Even grimmer, in a way that would do Jeremiah proud, is Robert Thurman: father of the actress Uma, adviser on both upcoming films, the Dalai Lama's longtime friend, co-founder with Gere of Tibet House and Jey Tsong Khapa Professor of Indo-Tibetan Buddhist Studies at Columbia University. Thurman states baldly that those like Batchelor who prefer their Buddhism karma free "are non-Buddhists...they want to live as American humanists and call it Buddhism, [but] it's not really solid." He is only slightly less disdainful of Vipassana seminars that de-emphasize the supernatural side of the faith for the mechanics of meditation, or who, as Thurman puts it, "teach laypeople and rationalize their own departures from the traditional view. I did so for 15 years myself." For Thurman, "Euro-American Buddhism doesn't exist yet," nor can it do so until it can furnish the true motors of devotion and keepers of the flame, "ordained monks and nuns, supported in vows of celibacy and poverty, divorced from everyday life and supported by a community of lay members." Even if the majority of American Buddhism seems to be fleeing such an ideal, he remains convinced that especially within the Tibetan tradition there exists a promising community, and individuals "slowly coming closer and closer to the institutional breakthrough, who could live that way with a lifelong vow."

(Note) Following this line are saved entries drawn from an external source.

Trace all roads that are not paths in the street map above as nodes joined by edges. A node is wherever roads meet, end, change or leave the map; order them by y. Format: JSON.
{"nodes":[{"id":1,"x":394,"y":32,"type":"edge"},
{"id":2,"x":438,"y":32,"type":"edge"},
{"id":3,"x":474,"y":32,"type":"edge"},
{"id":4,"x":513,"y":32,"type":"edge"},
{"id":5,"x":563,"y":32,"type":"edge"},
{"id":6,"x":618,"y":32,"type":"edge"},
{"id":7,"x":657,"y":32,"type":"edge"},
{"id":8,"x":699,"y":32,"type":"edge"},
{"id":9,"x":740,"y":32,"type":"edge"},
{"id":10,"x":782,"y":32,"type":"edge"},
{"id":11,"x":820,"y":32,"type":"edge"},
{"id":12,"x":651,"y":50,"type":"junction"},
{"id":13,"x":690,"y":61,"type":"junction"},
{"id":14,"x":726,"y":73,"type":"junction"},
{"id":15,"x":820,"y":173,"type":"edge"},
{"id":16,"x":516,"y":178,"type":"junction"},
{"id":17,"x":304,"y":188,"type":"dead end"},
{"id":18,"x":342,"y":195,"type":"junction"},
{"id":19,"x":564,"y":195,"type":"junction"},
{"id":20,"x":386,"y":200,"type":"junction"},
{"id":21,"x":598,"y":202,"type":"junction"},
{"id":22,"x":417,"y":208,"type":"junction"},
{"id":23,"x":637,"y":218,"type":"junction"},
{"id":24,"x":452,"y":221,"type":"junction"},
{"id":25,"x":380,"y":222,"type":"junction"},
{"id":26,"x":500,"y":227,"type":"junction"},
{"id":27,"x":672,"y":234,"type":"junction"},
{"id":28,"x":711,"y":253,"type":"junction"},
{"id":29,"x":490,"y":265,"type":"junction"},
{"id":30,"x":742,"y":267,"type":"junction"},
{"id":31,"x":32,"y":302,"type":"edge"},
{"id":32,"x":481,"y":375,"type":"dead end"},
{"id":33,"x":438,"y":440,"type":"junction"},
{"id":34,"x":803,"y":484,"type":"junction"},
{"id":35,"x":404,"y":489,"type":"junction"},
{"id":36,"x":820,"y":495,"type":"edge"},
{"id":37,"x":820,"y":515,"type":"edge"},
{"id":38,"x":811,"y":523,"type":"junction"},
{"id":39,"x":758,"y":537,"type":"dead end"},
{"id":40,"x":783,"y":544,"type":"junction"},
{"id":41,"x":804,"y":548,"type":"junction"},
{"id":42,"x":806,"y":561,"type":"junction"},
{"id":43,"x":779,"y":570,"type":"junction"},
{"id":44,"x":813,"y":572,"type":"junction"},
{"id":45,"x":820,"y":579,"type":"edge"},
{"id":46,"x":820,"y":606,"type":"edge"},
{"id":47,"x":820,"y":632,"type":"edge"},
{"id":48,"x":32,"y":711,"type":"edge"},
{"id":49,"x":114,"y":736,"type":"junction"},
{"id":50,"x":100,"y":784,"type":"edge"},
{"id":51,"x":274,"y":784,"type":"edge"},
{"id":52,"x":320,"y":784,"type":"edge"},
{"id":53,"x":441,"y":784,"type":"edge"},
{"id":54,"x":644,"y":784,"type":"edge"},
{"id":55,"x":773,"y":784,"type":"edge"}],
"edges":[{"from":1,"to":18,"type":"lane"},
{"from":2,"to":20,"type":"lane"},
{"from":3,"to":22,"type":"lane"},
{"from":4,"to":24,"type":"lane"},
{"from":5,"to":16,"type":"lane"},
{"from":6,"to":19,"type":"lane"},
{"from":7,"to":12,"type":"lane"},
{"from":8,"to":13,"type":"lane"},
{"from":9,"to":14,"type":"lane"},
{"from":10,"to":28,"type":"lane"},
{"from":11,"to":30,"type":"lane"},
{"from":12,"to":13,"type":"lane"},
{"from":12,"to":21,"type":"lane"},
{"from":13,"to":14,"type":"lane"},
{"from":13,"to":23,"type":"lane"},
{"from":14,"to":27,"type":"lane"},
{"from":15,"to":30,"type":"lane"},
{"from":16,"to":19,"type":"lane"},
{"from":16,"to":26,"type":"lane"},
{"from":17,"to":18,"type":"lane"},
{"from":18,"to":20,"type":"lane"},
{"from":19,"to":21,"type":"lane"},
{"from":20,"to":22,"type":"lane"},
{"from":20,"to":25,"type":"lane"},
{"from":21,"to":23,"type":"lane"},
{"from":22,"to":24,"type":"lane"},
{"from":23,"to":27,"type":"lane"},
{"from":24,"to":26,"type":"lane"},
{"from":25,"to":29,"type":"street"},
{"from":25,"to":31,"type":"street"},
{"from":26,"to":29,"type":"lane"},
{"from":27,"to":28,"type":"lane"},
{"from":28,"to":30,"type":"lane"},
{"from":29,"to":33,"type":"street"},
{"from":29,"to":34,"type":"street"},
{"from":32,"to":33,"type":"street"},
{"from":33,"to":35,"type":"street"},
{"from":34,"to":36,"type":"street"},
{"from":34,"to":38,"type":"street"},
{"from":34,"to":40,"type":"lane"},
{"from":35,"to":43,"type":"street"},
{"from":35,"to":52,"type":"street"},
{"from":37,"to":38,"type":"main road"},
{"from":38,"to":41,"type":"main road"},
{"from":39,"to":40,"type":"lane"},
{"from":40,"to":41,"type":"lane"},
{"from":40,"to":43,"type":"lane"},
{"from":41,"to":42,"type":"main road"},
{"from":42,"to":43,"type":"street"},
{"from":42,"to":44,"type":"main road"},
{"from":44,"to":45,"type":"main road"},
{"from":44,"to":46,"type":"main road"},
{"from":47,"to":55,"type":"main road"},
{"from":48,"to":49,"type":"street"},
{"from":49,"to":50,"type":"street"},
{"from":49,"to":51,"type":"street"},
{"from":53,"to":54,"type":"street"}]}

As I develop the awakening mind I praise the Buddhas as they shine I bow before you as I travel my path To join your ranks I make my full-time task For the sake of all beings I seek The enlightened mind that I know I'll reap
--Bodhisattva Vow, the Beastie Boys
Adam Yauch's recorded voice comes pounding out of the speakers, in support of political justice and inner peace. If the world of Tibeto-Buddhist chic can be said to have a red-hot center, it inhabits the small restaurant in Manhattan's East Village where Yauch and his Milarepa fund are celebrating the release of the Tibetan Freedom Concert's CD. Opinion makers in knapsacks and nose rings schmooze; a large portrait of the Dalai Lama beams.